### Excerpted records

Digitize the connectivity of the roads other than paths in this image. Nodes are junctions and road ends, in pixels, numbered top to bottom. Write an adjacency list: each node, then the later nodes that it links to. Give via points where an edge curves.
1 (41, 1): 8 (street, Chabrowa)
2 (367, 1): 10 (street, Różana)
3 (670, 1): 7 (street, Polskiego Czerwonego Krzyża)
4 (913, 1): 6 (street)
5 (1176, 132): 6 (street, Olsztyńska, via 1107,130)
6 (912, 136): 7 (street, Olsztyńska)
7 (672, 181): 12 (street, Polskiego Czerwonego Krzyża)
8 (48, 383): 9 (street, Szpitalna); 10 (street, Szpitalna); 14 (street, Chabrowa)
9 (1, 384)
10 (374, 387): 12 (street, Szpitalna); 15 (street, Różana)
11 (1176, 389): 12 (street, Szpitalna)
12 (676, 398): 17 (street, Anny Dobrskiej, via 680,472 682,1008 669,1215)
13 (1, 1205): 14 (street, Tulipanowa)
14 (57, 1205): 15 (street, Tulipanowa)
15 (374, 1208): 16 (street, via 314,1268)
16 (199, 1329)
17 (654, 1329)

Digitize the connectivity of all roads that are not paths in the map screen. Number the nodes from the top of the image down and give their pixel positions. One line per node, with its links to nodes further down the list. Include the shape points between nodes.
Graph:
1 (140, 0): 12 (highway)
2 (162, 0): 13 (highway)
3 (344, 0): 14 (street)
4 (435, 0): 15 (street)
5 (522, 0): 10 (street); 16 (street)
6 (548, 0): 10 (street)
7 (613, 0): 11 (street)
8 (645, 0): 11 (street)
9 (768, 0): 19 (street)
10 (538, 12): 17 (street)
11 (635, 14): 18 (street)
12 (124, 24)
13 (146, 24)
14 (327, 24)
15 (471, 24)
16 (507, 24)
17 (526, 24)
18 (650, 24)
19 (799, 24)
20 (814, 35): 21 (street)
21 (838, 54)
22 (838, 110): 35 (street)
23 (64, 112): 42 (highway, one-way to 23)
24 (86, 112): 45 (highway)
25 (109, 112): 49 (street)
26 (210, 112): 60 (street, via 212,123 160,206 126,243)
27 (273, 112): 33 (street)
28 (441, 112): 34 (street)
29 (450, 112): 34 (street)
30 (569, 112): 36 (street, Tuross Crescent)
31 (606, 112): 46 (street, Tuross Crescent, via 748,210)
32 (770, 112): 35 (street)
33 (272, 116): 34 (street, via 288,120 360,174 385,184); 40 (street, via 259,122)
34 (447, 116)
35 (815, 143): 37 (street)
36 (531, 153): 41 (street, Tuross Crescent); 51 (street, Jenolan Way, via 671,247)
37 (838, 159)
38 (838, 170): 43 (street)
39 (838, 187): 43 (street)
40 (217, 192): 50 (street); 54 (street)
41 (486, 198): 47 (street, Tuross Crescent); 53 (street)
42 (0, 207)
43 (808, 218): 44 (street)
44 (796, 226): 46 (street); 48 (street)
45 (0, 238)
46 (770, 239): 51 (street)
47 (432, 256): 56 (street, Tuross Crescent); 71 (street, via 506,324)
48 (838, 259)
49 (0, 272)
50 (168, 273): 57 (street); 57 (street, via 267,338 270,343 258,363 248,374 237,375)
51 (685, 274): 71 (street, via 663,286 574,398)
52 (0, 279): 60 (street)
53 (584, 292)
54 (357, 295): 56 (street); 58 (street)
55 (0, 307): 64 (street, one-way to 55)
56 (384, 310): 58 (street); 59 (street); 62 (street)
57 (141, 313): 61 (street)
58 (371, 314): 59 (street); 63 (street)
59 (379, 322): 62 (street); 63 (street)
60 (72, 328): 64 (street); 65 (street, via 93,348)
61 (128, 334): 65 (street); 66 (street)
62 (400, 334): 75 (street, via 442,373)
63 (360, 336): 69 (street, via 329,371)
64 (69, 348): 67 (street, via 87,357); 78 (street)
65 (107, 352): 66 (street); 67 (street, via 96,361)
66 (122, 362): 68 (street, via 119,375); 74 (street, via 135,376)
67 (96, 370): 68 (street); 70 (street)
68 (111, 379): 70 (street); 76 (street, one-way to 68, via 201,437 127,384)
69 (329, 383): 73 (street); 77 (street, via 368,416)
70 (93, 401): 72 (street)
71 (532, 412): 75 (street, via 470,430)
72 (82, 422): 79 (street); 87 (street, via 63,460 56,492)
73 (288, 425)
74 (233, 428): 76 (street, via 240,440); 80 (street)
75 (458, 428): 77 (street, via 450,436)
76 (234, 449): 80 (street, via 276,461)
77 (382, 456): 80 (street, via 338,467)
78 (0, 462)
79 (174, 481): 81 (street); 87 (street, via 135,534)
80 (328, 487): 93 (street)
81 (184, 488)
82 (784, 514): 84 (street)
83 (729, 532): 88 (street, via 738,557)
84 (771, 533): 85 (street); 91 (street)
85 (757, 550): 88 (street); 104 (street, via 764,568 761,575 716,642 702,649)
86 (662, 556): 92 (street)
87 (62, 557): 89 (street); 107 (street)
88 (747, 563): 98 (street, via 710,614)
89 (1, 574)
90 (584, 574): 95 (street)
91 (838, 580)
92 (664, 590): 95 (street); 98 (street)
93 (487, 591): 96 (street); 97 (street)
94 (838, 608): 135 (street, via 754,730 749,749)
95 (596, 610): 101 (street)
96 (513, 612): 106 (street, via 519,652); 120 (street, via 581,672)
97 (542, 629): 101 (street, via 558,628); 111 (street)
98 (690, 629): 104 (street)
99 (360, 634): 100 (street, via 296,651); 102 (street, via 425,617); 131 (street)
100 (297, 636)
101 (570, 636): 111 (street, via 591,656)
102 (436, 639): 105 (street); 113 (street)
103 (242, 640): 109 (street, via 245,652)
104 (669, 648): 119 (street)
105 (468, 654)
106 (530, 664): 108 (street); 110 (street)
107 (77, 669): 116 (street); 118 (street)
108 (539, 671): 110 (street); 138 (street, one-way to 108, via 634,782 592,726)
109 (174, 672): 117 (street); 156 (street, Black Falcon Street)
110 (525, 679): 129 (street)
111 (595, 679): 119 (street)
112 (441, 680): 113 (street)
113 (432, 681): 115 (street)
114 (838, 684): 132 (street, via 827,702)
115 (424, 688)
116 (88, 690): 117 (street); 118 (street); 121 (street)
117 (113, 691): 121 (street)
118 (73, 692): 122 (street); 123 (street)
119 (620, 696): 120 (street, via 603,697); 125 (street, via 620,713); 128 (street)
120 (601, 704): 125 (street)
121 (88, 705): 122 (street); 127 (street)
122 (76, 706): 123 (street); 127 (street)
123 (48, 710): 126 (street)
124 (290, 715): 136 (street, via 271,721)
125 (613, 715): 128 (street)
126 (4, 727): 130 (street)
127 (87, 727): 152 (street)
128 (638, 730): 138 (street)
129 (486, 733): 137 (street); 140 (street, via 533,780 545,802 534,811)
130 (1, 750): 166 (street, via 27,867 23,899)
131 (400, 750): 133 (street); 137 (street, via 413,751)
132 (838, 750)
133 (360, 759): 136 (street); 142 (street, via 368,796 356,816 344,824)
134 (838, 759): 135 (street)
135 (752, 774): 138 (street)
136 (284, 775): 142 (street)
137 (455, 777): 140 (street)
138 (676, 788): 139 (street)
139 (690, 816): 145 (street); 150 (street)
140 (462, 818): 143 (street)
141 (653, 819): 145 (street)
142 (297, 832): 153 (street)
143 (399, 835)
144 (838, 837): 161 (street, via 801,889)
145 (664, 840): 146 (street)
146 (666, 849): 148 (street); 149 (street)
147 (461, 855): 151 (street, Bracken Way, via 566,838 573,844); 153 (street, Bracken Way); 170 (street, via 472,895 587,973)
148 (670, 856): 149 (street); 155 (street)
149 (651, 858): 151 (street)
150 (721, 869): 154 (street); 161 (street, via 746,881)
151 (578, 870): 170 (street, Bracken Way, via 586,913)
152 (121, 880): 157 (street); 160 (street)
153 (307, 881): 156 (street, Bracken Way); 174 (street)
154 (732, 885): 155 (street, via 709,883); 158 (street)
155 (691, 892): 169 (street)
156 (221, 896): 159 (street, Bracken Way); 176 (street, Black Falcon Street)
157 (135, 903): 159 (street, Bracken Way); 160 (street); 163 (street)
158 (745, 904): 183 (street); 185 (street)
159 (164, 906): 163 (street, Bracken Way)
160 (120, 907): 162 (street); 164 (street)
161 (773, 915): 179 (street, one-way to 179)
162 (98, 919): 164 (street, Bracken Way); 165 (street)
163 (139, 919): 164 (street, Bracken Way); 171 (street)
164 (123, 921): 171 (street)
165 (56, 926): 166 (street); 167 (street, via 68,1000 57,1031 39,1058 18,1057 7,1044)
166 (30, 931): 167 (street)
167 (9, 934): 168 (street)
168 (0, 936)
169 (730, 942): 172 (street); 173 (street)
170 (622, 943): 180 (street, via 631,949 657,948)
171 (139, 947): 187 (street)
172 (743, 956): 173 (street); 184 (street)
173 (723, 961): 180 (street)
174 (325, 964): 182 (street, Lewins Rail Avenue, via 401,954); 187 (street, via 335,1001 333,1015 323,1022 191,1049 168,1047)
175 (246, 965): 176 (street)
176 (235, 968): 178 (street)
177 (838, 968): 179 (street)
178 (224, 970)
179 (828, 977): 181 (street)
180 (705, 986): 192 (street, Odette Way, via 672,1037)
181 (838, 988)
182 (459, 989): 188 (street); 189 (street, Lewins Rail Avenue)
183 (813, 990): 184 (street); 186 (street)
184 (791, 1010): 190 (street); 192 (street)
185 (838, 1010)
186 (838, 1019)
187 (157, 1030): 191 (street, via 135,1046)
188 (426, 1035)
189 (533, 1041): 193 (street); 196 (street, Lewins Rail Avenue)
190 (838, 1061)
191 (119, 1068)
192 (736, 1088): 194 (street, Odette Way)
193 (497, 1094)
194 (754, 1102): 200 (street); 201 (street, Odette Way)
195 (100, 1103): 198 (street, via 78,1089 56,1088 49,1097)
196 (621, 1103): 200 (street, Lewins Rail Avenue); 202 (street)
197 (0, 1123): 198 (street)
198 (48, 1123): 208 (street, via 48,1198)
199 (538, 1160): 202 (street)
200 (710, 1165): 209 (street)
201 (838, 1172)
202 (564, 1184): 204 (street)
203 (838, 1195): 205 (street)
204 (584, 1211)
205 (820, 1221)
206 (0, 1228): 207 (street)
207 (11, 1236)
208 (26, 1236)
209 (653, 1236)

### Exercise description
In the entries above, identify each line that includes the string "Crescent", then copy it.

### Written reply
30 (569, 112): 36 (street, Tuross Crescent)
31 (606, 112): 46 (street, Tuross Crescent, via 748,210)
36 (531, 153): 41 (street, Tuross Crescent); 51 (street, Jenolan Way, via 671,247)
41 (486, 198): 47 (street, Tuross Crescent); 53 (street)
47 (432, 256): 56 (street, Tuross Crescent); 71 (street, via 506,324)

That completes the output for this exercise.